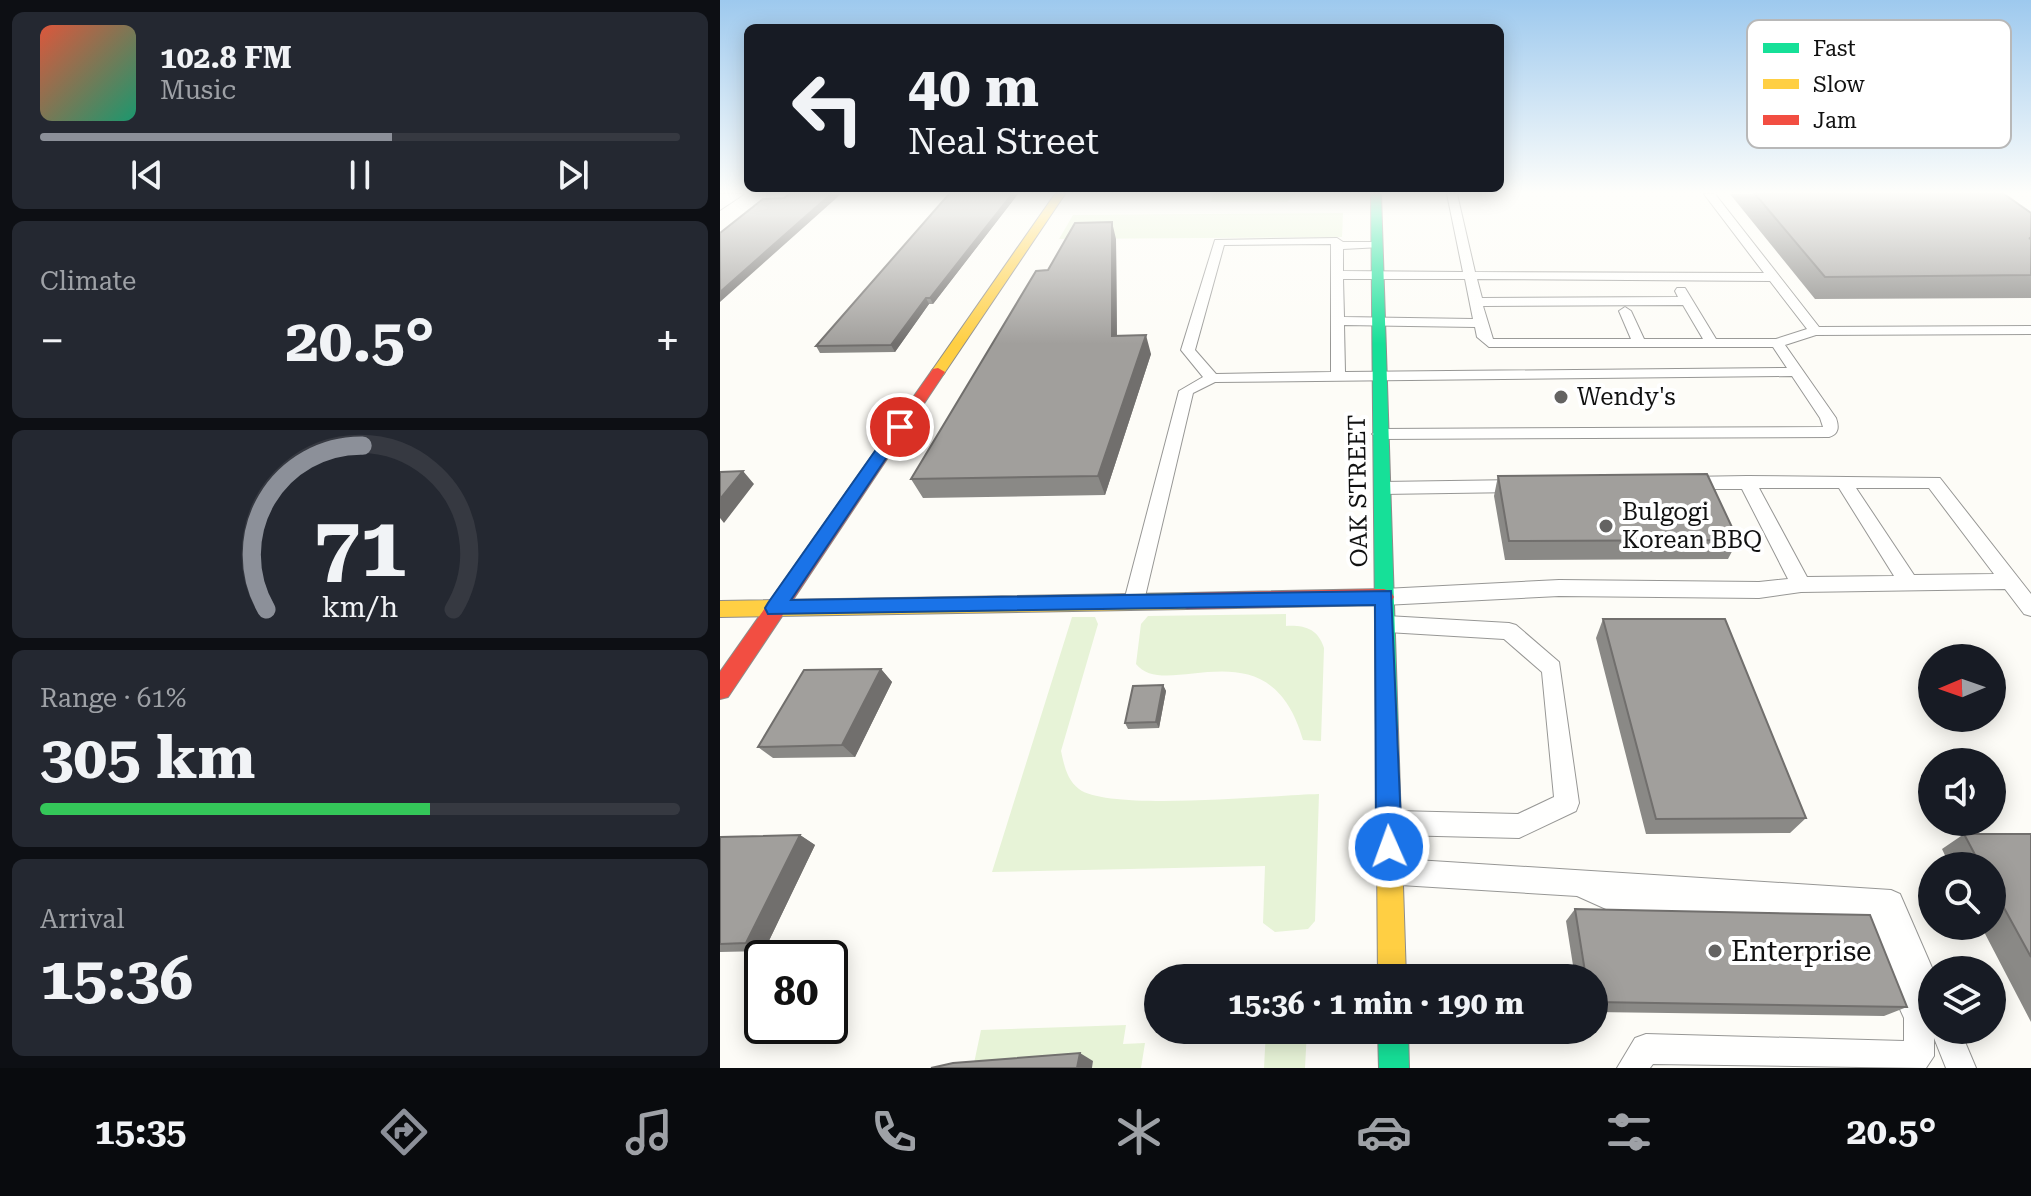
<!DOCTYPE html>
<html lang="en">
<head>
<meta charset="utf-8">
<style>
	body { margin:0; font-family:"Roboto Serif",serif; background:#242831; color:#f1f3f6; height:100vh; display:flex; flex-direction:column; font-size:30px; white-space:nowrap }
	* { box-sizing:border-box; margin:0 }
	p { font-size:26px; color:#9ea1a6 }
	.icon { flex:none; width:44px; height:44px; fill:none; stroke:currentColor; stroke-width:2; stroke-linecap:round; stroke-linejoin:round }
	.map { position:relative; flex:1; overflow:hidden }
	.sheet { display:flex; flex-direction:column; gap:12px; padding:12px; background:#0d0f14; width:720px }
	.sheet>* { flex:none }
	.hud { position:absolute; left:24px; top:24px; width:760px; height:168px; border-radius:12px; box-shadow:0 4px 20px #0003; background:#171b24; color:#f1f3f6; overflow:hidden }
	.needle { width:52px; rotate:268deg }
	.controls { position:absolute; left:1198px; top:644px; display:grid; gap:16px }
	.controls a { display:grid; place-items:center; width:88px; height:88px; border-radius:50%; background:#171b24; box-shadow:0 4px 20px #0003; font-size:40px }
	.speed { position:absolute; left:24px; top:940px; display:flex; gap:16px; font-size:40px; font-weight:700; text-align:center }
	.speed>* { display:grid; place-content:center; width:104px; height:104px; border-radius:50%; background:#171b24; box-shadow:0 4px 20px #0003; line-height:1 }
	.speed .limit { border:4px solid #111; border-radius:12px; background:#fff; color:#111 }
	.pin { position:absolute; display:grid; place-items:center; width:68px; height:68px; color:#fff; margin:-34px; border:4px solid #fff; border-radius:50%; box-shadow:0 2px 8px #0007 }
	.me { position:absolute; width:88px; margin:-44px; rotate:358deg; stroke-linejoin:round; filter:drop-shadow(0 0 6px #0008) }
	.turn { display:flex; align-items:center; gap:28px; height:168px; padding:0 32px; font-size:36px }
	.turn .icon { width:104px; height:104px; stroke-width:2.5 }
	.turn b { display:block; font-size:56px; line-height:68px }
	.big { font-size:60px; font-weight:700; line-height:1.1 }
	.sheet .tile { flex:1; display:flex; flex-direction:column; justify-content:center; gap:12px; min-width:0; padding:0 28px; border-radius:12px; background:#242831 }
	.sheet .dial { align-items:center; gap:0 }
	.dial svg { height:208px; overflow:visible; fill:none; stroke:#363941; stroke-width:7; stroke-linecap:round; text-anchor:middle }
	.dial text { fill:#f1f3f6; stroke:none }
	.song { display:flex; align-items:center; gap:24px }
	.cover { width:96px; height:96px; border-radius:12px; background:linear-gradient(135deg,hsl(10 70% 55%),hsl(160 70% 35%)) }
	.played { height:8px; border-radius:4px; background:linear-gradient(90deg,#8c9099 55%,#363941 55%) }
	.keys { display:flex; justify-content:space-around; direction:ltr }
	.heat { display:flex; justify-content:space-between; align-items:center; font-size:44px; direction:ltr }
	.charge { height:12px; border-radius:6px; background:linear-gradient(90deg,#34c759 61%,#363941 0) }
	.trip { position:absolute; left:424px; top:964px; width:464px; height:80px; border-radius:40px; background:#171b24; box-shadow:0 4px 20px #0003; font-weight:700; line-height:80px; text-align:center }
	.dock { display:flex; height:128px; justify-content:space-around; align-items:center; background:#090b0e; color:#9ea1a6 }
	.dock .icon { width:56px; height:56px }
	.dock .selected { color:#8c9099 }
	.dock b { font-size:36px; color:#f1f3f6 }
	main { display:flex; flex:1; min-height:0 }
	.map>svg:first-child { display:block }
	.green { fill:#e7f3d7 }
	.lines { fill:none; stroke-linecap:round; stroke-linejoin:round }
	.lane-casing { stroke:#979795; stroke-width:2 }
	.street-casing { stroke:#979795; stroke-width:2 }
	.fast-casing { stroke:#8e8d8b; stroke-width:2 }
	.slow-casing { stroke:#8e8d8b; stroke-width:2 }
	.jam-casing { stroke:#8e8d8b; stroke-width:2 }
	.lane { fill:#fffffe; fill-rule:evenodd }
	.street { fill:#fffffe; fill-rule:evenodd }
	.fast { fill:#16e098; fill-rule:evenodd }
	.slow { fill:#ffcf43; fill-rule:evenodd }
	.jam { fill:#f24e42; fill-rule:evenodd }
	.wall { fill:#8a8986 }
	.shaded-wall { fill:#716f6d }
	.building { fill:#a19f9c; stroke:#716f6d; stroke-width:2 }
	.route { fill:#1a73e8; stroke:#114b97; stroke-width:2 }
	.poi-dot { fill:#646362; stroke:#fff; stroke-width:3 }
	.labels { text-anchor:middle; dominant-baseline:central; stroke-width:8; stroke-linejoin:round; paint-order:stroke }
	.poi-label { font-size:24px; fill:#111; stroke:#fff; text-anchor:start }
	.street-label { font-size:24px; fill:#111; stroke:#fff }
	.near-poi-label { font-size:28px; fill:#111; stroke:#fff; text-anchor:start }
	.key { fill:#fff; stroke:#b8b8b8; stroke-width:2 }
	.key-label { font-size:22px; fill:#111 }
</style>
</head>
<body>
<main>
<section class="sheet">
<div class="tile">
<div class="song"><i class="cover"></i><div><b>102.8 FM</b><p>Music</p></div></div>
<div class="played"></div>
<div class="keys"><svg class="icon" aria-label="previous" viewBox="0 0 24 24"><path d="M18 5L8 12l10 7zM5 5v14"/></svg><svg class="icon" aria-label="pause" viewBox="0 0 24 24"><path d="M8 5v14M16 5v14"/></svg><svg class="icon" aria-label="next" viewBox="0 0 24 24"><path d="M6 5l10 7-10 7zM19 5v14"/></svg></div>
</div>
<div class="tile"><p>Climate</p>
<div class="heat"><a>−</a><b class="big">20.5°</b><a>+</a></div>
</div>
<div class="tile dial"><svg viewBox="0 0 100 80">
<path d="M14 69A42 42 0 1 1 86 69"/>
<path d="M14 69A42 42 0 0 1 51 6" stroke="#8c9099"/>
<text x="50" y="56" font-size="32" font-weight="700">71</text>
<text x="50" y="72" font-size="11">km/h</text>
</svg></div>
<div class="tile"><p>Range · 61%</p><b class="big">305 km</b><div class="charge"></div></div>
<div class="tile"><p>Arrival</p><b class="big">15:36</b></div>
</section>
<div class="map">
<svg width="1311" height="1068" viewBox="0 0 1311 1068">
	<rect width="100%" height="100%" fill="#fdfcf7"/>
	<!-- green -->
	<path class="green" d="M493 194H575L567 202H491Z
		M623 213 622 237 339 239 353 215Z
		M566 614V626C585 625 598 629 604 648L601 741 583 740C549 620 446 703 416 664L421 624 428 616Z
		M352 617H375L378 624 341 751C344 765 347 780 359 789 389 812 554 795 599 794L595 921 588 929 555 932 543 923 545 866 272 872Z
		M406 1025 403 1044 425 1043 421 1068H372L373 1061 253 1068 261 1030Z
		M546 1030H587L585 1068H544Z"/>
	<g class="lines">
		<!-- lane casing -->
		<g class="lane-casing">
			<path id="lane" d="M727 194H737L755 272 1044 273 984 194H995L1099 327 1311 326V334L1096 335 1065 345 1116 418C1119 427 1119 434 1109 437L660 439 652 434 660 429 1103 427 1100 418 1072 376 495 382 473 393 424 601 421 606 414 609 407 606 404 601 459 391 483 377 461 350 495 240 617 238 623 242H657L661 243V247L623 249V271L743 272ZM611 244V372L496 374 475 350 504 245ZM623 279H745L753 319 624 317ZM757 279 1050 281 1087 329 1056 339H996L965 288H957L955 291 958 297 762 298ZM963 305 983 339H924L911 311 905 307 899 311 911 339H773L763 306ZM624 325 755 327 757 337 769 347H1053L1067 368 625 372Z
				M1027 476 1220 478 1311 594V616L1304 614 1285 589 1081 592 1039 598 839 596 664 605 657 602 654 597 657 592 664 589 839 580 1039 582 1068 579 1022 489H967L959 483 967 477ZM1039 488H1119L1174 576 1087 577ZM1136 488H1209L1274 574 1194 575Z
				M798 480 806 486 798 492 662 494 654 488 662 482Z
				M667 616 789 623 796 625 839 662 859 803 856 811 799 838 676 835 667 832 664 823 667 814 676 811 798 814 834 797 822 672 784 639 667 632 660 630 657 624 660 618Z
				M680 859 1171 890 1180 894 1213 970 1212 1030H1240L1256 1068H1226L1214 1038V1056L1206 1068 933 1064 930 1068H897L915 1038 926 1034 1184 1041V1018L1144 930 1130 925 906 918 857 896 680 885 671 881 667 872 671 863Z"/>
		</g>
		<!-- street casing -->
		<g class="street-casing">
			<path id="street" d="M0 194H24L0 210Z"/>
		</g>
		<!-- fast casing -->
		<g class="fast-casing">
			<path id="fast" d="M651 194H661L678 730 675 737 667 740 659 737 656 730Z
				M658 1030H688L689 1068H659Z"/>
		</g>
		<!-- slow casing -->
		<g class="slow-casing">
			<path id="slow" d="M335 194H345L223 375H213L211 372Z
				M467 593 474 596 477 601 474 606 467 609 0 617V601Z
				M667 720 675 723 678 730 686 978H658L656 730 659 723Z"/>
		</g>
		<!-- jam casing -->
		<g class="jam-casing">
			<path id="jam" d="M218 368 225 372 8 697 0 699V672L213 369Z
				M664 589 671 592 674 597 671 602 664 605 467 609 460 606 457 601 460 596 467 593Z"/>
		</g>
		<!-- lane -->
		<use href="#lane" class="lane"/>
		<!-- street -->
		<use href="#street" class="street"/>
		<!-- fast -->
		<use href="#fast" class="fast"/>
		<!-- slow -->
		<use href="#slow" class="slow"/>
		<!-- jam -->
		<use href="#jam" class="jam"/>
	</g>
	<!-- wall -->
	<path class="wall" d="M229 194H298L213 304H209L175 352 100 353 96 346Z
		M1010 194H1284L1311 213V298L1095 299Z
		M396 239 397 336 431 354 385 495 203 498 191 479Z
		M778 476 1018 540 1008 559 785 560 774 496Z
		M883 619 1086 818 1070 833 926 834 876 638Z
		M161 669 172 682 135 757 53 758 38 747Z
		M443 685 446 691 439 728 408 729 405 723Z
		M1244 834H1311V1022L1261 926H1272V866H1230L1222 849Z
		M80 835 95 845 44 951 0 952V837Z
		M855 909 1187 1007 1164 1016 874 1012V978H855L846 921Z"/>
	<!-- shaded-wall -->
	<path class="shaded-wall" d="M111 194H121L0 302V292Z
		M292 194H298L213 304 210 298Z
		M392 222 396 239 397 354 392 336Z
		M206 298 209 304 175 352 171 345Z
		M426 335 431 354 385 495 378 476Z
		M23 471 34 484 4 523 0 518V499Z
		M161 669 172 682 135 757 122 745Z
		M443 685 446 691 439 728 436 722Z
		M80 835 95 845 44 951 26 943Z
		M360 1053 373 1061 372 1068H357Z"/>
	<!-- building -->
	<path class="building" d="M69 194H111L0 292V233L43 199 64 198Z
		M229 194H292L210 298H206L171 345 96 346Z
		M1035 194H1284L1311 213V238H1309L1311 239V275L1105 277Z
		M392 222V336L426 335 378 476 191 479 316 271 328 270 355 223Z
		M23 471 0 499V472Z
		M987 474 1018 540 789 541 778 476Z
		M883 619H1005L1086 818 936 819Z
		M161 669 122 745 38 747 84 670Z
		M443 685 436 722 405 723 413 686Z
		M1244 834H1311V957L1272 886V866H1261Z
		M80 835 26 943 0 944V837Z
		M855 909 1150 915 1187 1007 874 1002V978H866Z
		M360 1053 357 1068H211L233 1063Z"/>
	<!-- sky -->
	<linearGradient id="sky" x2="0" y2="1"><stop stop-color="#9dc9ee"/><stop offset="0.56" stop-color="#fefefb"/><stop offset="1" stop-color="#fefefb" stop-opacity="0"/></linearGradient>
	<rect width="1311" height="344" fill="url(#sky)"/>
	<!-- route -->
	<path class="route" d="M180 422 187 427 71 600 671 591 682 847 678 856 669 860 660 856 656 847 655 605 48 614 45 608 48 603 174 424Z"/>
	<!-- markers -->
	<g class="poi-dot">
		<circle cx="841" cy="397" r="8"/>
		<circle cx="886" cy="526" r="8"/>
		<circle cx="995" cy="951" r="8"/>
	</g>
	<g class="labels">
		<!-- poi labels -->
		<g class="poi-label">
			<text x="857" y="397">Wendy's</text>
			<text x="902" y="512">Bulgogi<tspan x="902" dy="28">Korean BBQ</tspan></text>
		</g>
		<!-- street labels -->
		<g class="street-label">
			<text transform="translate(638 491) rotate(-91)">OAK STREET</text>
		</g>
		<!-- near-poi labels -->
		<g class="near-poi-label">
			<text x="1011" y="951">Enterprise</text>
		</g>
	</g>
	<!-- legend -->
	<rect x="1027" y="20" width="264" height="128" rx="12" class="key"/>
	<rect x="1043" y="43" width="36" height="10" fill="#16e098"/>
	<rect x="1043" y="79" width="36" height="10" fill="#ffcf43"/>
	<rect x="1043" y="115" width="36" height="10" fill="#f24e42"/>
	<g class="key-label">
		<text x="1093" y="56">Fast</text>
		<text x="1093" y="92">Slow</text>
		<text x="1093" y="128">Jam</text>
	</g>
</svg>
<div class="controls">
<a><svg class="needle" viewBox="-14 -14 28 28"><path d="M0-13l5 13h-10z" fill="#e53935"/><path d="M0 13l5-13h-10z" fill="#9ea1a6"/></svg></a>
<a><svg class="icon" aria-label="sound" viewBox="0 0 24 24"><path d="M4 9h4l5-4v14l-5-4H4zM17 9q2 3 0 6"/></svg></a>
<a><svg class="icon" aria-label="search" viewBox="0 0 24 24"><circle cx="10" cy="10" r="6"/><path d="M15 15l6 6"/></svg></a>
<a><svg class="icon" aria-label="layers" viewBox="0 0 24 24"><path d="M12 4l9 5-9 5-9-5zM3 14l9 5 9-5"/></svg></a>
</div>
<div class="speed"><div class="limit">80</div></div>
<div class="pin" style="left:180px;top:427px;background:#d93025"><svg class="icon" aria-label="arrive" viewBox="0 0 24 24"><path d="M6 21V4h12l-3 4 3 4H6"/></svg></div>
<svg class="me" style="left:669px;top:847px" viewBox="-20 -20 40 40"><circle r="17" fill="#1a73e8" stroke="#fff" stroke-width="3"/><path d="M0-11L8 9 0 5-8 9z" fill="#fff"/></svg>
<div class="trip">15:36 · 1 min · 190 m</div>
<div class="hud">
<div class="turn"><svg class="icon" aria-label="left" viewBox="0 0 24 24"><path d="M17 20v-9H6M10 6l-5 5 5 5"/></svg><div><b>40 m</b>Neal Street</div></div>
</div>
</div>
</main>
<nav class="dock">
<b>15:35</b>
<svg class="icon selected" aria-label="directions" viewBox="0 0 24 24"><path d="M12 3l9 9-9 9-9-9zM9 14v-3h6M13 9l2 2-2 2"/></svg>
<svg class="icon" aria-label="music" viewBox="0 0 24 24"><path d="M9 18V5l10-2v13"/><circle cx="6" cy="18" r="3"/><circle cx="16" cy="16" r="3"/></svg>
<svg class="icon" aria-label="phone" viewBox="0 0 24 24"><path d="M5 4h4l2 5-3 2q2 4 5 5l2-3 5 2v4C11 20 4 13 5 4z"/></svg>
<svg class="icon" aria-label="climate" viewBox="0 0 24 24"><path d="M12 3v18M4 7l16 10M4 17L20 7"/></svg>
<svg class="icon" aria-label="car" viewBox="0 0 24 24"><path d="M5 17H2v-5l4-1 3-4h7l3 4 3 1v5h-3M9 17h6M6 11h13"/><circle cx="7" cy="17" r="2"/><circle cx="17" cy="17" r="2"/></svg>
<svg class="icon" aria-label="filters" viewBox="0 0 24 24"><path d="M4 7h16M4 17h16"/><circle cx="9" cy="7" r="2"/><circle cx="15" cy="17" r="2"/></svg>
<b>20.5°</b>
</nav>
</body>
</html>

——————————

■ INSTRUCTIONS TO FOLLOW ■
If a line in the entries contains "cover", copy it.

■ TASK OUTPUT ■
	.cover { width:96px; height:96px; border-radius:12px; background:linear-gradient(135deg,hsl(10 70% 55%),hsl(160 70% 35%)) }
<div class="song"><i class="cover"></i><div><b>102.8 FM</b><p>Music</p></div></div>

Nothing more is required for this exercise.